Are you wondering how do you get shingles? Well, if you catch the chickenpox and then develop shingles, it will pass off as chickenpox but you can still have the other symptoms. This includes burning and itching around the rash. However, when you develop shingles after chickenpox, you can have a hard time getting rid of it. The reason is that your immune system is not quite ready to handle the infection yet. So when you get chickenpox again, you can catch it from someone else and develop shingles.
How long do the shingles last? Usually, about six months after developing symptoms. They will disappear and come back some time later. However, one side of the condition may persist for years. It can take a few years for the symptoms to disappear completely.
If you have been diagnosed with the chickenpox virus and you’ve been on a course of antibiotics, then you are at an increased risk for getting shingles. That’s because antibiotics kill off all bacteria in your body. Shingles does not have internal bacteria that fights off the chickenpox virus. So any medicines you take to prevent shingles will only kill off the symptoms, leaving the infection and its symptoms untreated.
If you develop shingles, then you may need to take stronger medications to fight off the chickenpox. You may need to get an injection of a corticosteroid each day for two weeks to help your body cope with the infection. If you have had chickenpox before and your immune system has been weakened by illness or injury, you may need to take an additional dosage of steroids. In rare cases, doctors may recommend an oral anti-fungal called amoxicillin.
How do you get shingles if you have caught the virus through a simple contact, such as touching a bug or object that has been contaminated with the virus? The way this type of infection is spread is through secretions from the nerve tissue near the skin’s surface. When you come into contact with these areas, your body sends signals to your nerves saying that something has disturbed the balance of your inner organs. These nerves then transmit the secretions to the brain, which then sends the signals to the rest of your body. Many people develop this type of infection, and it usually doesn’t cause any serious side effects. But if you develop severe symptoms, such as burning, itching or swelling of the face and around the eyes, sudden loss of appetite, and other symptoms, then you may have caught shingles.

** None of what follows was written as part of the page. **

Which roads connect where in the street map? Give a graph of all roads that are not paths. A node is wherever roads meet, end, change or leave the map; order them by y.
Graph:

People who have had a previous history of chickenpox are at much higher risk for getting a severe case of the infection. A previous case of chickenpox can also trigger an upcoming shingles outbreak if you have weakened immune systems. Some people who have weak immune systems have a shorter immunity time between outbreaks. If you have had chickenpox, and you are wondering how do you get shingles, you should see a doctor right away to find out if your immune system has been compromised.

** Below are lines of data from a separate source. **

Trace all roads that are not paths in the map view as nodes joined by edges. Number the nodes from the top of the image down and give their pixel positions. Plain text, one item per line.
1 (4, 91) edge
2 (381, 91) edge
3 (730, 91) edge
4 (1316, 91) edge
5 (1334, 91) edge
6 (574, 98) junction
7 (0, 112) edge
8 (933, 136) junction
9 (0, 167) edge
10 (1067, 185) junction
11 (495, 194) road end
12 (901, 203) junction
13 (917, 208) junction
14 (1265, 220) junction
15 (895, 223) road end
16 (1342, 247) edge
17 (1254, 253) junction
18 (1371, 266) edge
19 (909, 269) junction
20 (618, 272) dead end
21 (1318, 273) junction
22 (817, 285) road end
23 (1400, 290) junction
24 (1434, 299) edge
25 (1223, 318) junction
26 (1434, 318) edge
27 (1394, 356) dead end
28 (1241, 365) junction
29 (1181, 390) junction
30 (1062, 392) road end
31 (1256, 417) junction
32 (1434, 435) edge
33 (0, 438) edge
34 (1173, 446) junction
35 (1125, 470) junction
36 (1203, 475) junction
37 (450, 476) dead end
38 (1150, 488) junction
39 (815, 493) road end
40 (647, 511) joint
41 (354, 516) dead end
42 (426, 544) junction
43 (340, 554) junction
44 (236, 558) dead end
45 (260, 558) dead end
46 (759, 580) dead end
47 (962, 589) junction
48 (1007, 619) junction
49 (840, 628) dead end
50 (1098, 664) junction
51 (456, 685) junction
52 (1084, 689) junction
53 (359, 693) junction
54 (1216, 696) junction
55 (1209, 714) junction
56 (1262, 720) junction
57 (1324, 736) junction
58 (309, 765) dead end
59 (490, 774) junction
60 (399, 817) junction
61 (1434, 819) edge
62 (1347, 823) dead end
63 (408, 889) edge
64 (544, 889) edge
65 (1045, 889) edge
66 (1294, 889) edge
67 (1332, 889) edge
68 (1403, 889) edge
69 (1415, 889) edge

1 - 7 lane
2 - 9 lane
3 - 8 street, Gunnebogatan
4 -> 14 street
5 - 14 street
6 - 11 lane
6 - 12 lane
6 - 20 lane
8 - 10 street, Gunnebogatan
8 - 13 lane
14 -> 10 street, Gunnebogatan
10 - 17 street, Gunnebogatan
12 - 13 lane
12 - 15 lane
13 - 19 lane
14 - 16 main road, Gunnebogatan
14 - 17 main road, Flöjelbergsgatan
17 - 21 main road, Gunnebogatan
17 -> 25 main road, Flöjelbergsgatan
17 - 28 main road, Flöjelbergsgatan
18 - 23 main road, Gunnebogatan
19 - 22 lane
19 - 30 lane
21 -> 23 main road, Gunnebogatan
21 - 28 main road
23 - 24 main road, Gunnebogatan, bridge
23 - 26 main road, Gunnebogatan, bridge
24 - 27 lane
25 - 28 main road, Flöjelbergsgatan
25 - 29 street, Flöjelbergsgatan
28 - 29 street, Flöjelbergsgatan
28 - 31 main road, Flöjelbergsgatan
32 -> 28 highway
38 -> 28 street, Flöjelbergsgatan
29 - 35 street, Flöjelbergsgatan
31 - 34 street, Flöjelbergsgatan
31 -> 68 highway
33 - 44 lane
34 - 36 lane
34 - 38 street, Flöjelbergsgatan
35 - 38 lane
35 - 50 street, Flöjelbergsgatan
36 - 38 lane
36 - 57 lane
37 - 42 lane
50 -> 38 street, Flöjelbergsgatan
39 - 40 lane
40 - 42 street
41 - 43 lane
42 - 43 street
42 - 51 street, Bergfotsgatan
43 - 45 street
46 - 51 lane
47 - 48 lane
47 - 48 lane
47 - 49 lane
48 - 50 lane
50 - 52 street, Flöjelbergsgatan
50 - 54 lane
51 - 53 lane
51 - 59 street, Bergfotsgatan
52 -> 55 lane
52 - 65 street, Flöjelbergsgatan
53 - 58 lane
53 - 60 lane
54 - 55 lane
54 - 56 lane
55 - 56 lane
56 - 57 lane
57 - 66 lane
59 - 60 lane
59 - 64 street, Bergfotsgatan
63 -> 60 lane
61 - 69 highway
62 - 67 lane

One of the other known causes of shingles is exposure to the varicella-zoster virus, or VZV. This virus attacks the upper layers of the skin, and it causes many of the symptoms associated with shingles. There are various theories on how VZV might affect the immune system, including the theory that the virus might change the activity of chemicals associated with the immune system. Since it is such an unusual disease, there is no known cure for shingles.